Why not force that in ACPI _CRS directly? And Linux OSPM will reassign the memory resource base on CRS any way? You can take a reference from any DSDT or https://review.coreboot.org/c/coreboot/+/31822/5/src/soc/intel/braswell/acpi... .
Lance
Rocky Phagura via coreboot coreboot@coreboot.org 于2021年1月4日周一 下午2:45写道:
Hello,
Can anyone provide guidance on the previous email? It seems in bootmem.c, the memory is marked type 16, LB_MEM_TABLE. Is there a way to explicitly add an entry (cbmem_add) for reserved memory that is not type 16? Thank you,
#define LB_MEM_RAM 1 /* Memory anyone can use */
#define LB_MEM_RESERVED 2 /* Don't use this memory region */
#define LB_MEM_ACPI 3 /* ACPI Tables */
#define LB_MEM_NVS 4 /* ACPI NVS Memory */
#define LB_MEM_UNUSABLE 5 /* Unusable address space */
#define LB_MEM_VENDOR_RSVD 6 /* Vendor Reserved */
#define LB_MEM_TABLE 16 /* Ram configuration tables are kept in */
*From:* Bryan Angelo bangelo@gmail.com *Sent:* Wednesday, September 16, 2020 4:16 PM *To:* coreboot@coreboot.org *Subject:* [coreboot] Reserve Device DRAM
I would appreciate any guidance on the proper way to reserve (arbitrary) DRAM for a MMIO device in coreboot such that the Linux driver for that device is also able to map the reserved DRAM.
Based on code inspection, my attempt is to add a cbmem entry via cbmem_alloc and mark that memory as reserved via reserved_ram_resource in the read_resources operation for the device driver.
static void foo_read_resources(struct device *dev)
{
void *buf; const unsigned long size = 0x8000; if (cbmem_entry_find(CBMEM_ID_FOO)) return; buf = cbmem_add(CBMEM_ID_FOO, size); if (!buf) return; reserved_ram_resource(dev, 0, ((unsigned long)buf) >> 10, size >>
10);
}
I can see that the resource is allocated during resource reading.

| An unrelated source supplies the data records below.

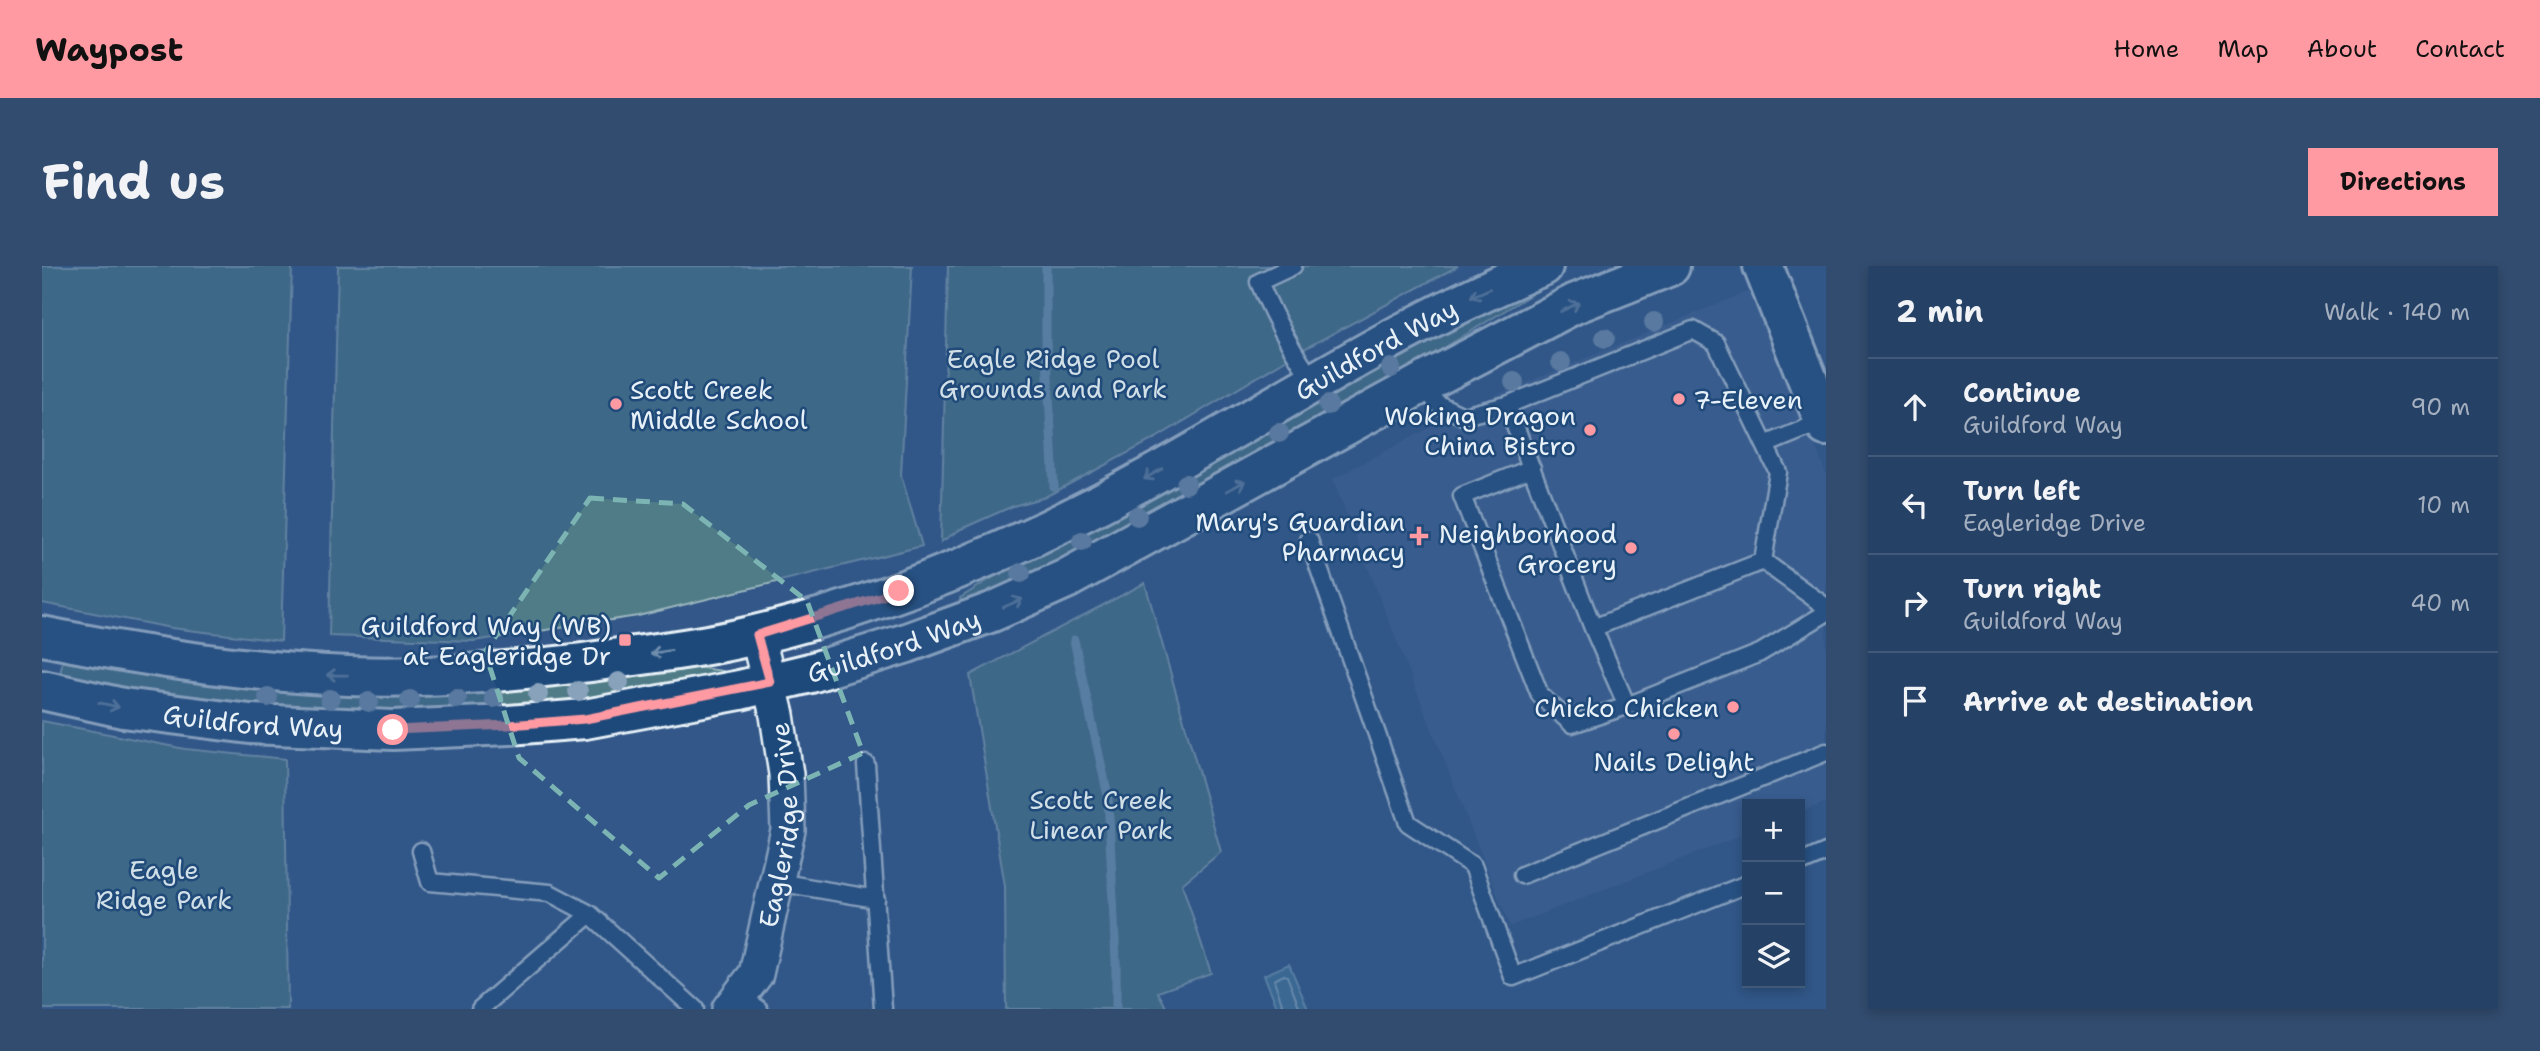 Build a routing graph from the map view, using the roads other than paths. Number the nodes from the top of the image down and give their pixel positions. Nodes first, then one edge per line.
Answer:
1 (1293, 266) edge
2 (1543, 266) edge
3 (1670, 266) edge
4 (1763, 266) edge
5 (1314, 382) junction
6 (1421, 384) junction
7 (1507, 405) junction
8 (1825, 424) edge
9 (1765, 445) junction
10 (1532, 468) junction
11 (1309, 540) dead end
12 (1763, 561) junction
13 (1826, 607) edge
14 (1826, 613) edge
15 (1593, 628) junction
16 (757, 635) junction
17 (42, 636) edge
18 (770, 682) junction
19 (42, 690) edge
20 (1627, 706) junction
21 (1826, 752) edge
22 (866, 764) dead end
23 (421, 851) dead end
24 (1826, 852) edge
25 (1802, 862) edge
26 (1522, 875) dead end
27 (777, 883) junction
28 (1742, 886) edge
29 (877, 899) junction
30 (590, 915) junction
31 (743, 1004) edge
32 (480, 1009) edge
33 (695, 1009) edge
34 (883, 1009) edge

1 - 5 lane
2 -> 5 main road, Guildford Way
6 -> 3 main road, Guildford Way
4 - 8 main road
5 -> 16 main road, Guildford Way
6 - 7 lane
18 -> 6 main road, Guildford Way
7 - 9 lane
7 - 10 lane
8 - 9 lane
9 - 12 lane
10 - 15 lane
10 - 20 lane
11 - 28 lane
12 - 13 lane
12 - 15 lane
14 - 20 lane
15 - 20 lane
16 -> 17 main road, Guildford Way
16 - 18 street, Eagleridge Drive
19 -> 18 main road, Guildford Way
18 - 27 street, Eagleridge Drive
21 - 26 lane
22 - 29 lane
23 - 30 lane
24 - 25 lane
27 - 29 lane
27 - 31 street, Eagleridge Drive
29 - 34 lane
30 - 32 lane
30 - 33 lane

MMIO: fd110500 resource base *8de82000* size 8000 align 0 gran 0 limit 0 flags f0004200 index 0
I then pass this resource to the linux driver via an ACPI device entry.
acpigen_write_name("_CRS");
acpigen_write_resourcetemplate_header();
const struct cbmem_entry *ce = cbmem_entry_find(CBMEM_ID_FOO);
if (ce)
acpigen_write_mem32fixed(1, (uint32_t)cbmem_entry_start(ce),
(uint32_t)cbmem_entry_size(ce));
However, the memory is presented to Linux as "type 16" instead of "reserved" in the physical RAM map.
[ 0.000000] BIOS-provided physical RAM map:
[ 0.000000] BIOS-e820: [mem 0x0000000000000000-0x0000000000000fff] type 16
[ 0.000000] BIOS-e820: [mem 0x0000000000001000-0x000000000009ffff] usable
[ 0.000000] BIOS-e820: [mem 0x00000000000a0000-0x00000000000fffff] reserved
[ 0.000000] BIOS-e820: [mem 0x0000000000100000-0x000000008de34fff] usable
*[ 0.000000] BIOS-e820: [mem 0x000000008de35000-0x000000008fffffff] type 16*
[ 0.000000] BIOS-e820: [mem 0x0000000090000000-0x00000000cfffffff] reserved
[ 0.000000] BIOS-e820: [mem 0x00000000f8000000-0x00000000fbffffff] reserved
[ 0.000000] BIOS-e820: [mem 0x0000000100000000-0x000000022f33ffff] usable
[ 0.000000] BIOS-e820: [mem 0x000000022f340000-0x000000022fffffff] reserved
The e820 type 16 is unknown to the linux kernel, causing it to mark the region as busy. This subsequently causes devm_ioremap_resource to fail when called on the DRAM address from the ACPI device entry.
Looking through the code, it seems that coreboot marks the entire cbmem as type 16 in bootmem despite my (improper, it would seem) attempt to mark the ram as reserved. What would be the proper way to reserve (arbitrary) DRAM for a MMIO device such that the memory is marked as reserved in the BIOS physical RAM map?